PAT
Toscana
Fagiolo diecimino
Il Fagiolo diecimino è un Prodotto Agroalimentare Tradizionale (PAT) presente nell’elenco nazionale approvato dal Ministero delle politiche Agricole Alimentari e Forestali, i cui requisiti sono regolamentati dal disciplinare di produzione della Regione Toscana.
Caratteristiche
Il Fagiolo diecimino è un fagiolo a crescita indeterminata (rampicante) e maturazione scalare.
Il baccello si presenta di colore bianco sporco con striature rossastre, piuttosto allungato (6-7 semi all’interno) e di circa 1 cm di diametro.

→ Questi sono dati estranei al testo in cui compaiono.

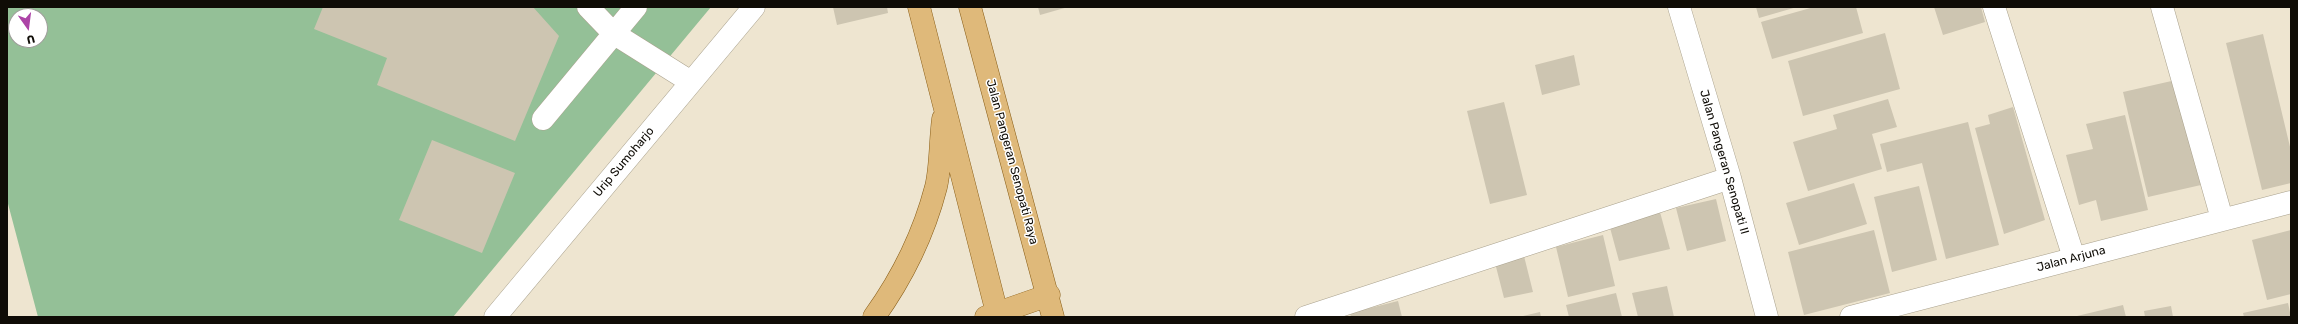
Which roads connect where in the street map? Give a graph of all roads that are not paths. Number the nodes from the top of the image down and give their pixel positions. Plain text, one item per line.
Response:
1 (588, 7) edge
2 (636, 7) edge
3 (754, 7) edge
4 (919, 7) edge
5 (970, 7) edge
6 (1679, 7) edge
7 (1994, 7) edge
8 (2162, 7) edge
9 (613, 33) junction
10 (691, 82) junction
11 (944, 104) junction
12 (543, 119) dead end
13 (1730, 178) junction
14 (2291, 202) edge
15 (2222, 219) junction
16 (2074, 258) junction
17 (1049, 295) junction
18 (993, 316) edge
19 (495, 317) edge
20 (874, 317) edge
21 (1053, 317) edge
22 (1306, 317) edge
23 (1767, 317) edge
24 (1851, 317) edge

1 - 9 street
2 - 9 street
3 - 10 street, Urip Sumoharjo
4 - 11 main road
5 - 17 main road, Jalan Pangeran Senopati Raya
6 - 13 street, Jalan Pangeran Senopati II
7 - 16 street
8 - 15 street
9 - 10 street
9 - 12 street
10 - 19 street, Urip Sumoharjo
11 - 18 main road
11 - 20 main road
13 - 22 street
13 - 23 street, Jalan Pangeran Senopati II
14 - 15 street, Jalan Arjuna
15 - 16 street, Jalan Arjuna
16 - 24 street, Jalan Arjuna
17 - 18 main road
17 - 21 main road, Jalan Pangeran Senopati Raya

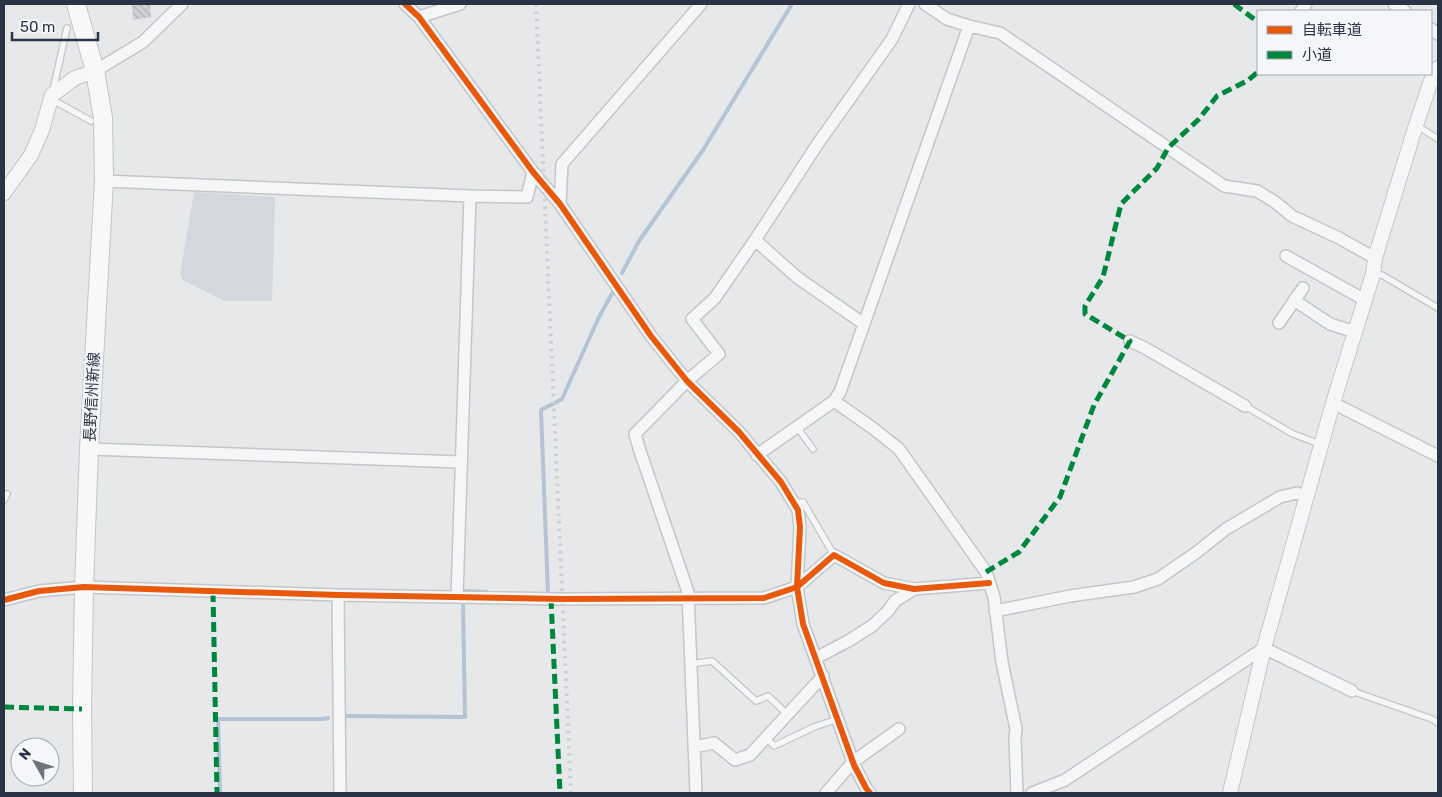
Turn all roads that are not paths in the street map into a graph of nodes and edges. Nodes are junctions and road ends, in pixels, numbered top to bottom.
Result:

Il seme, di dimensioni medio piccole, ha forma ovale e presenta un colore molto chiaro alla raccolta (quasi bianco) per poi acquisire una colorazione dal marrone chiaro al beige con striature rosso granato.
Il seme è farinaceo e consistente, presenta un epicarpo molto sottile che lo rende particolarmente delicato.
Coltivazione
Il fagiolo veniva seminato con il mais e utilizzava le operazioni colturali (lavorazioni e fertilizzazione) effettuate per tale coltura.
La semina avveniva nel mese di giugno, le irrigazioni venivano effettuate solo di soccorso e la raccolta effettuata manualmente. L
a produzione, molto elevata, è dipendente dall’andamento stagionale e mediamente intorno ai 60-70 q.li/ha.
Il Fagiolo diecimino veniva prodotto nelle aree pianeggianti della Media Valle del Serchio in terreni di medio impasto, fertili dove si producevano cereali (grano e orzo) e mais; effettuata la raccolta precoce del cereale autunno-vernino (primi di giugno) si procedeva alla semina del mais con il quale si consociava il fagiolo.
In cucina è stato sempre usato nella preparazione di minestre a base di passati (es. minestra di farro e pasta e fagioli) e nelle tipiche preparazioni “all’uccelletto”.
Essendo un fagiolo allo stesso tempo delicato (assenza di “buccia”) e saporito si prestava con successo ad essere utilizzato in diverse preparazioni.
Sono rimasti pochissimi appassionati a coltivare ancora questo fagiolo e non risulta possibile stimare la quantità prodotta.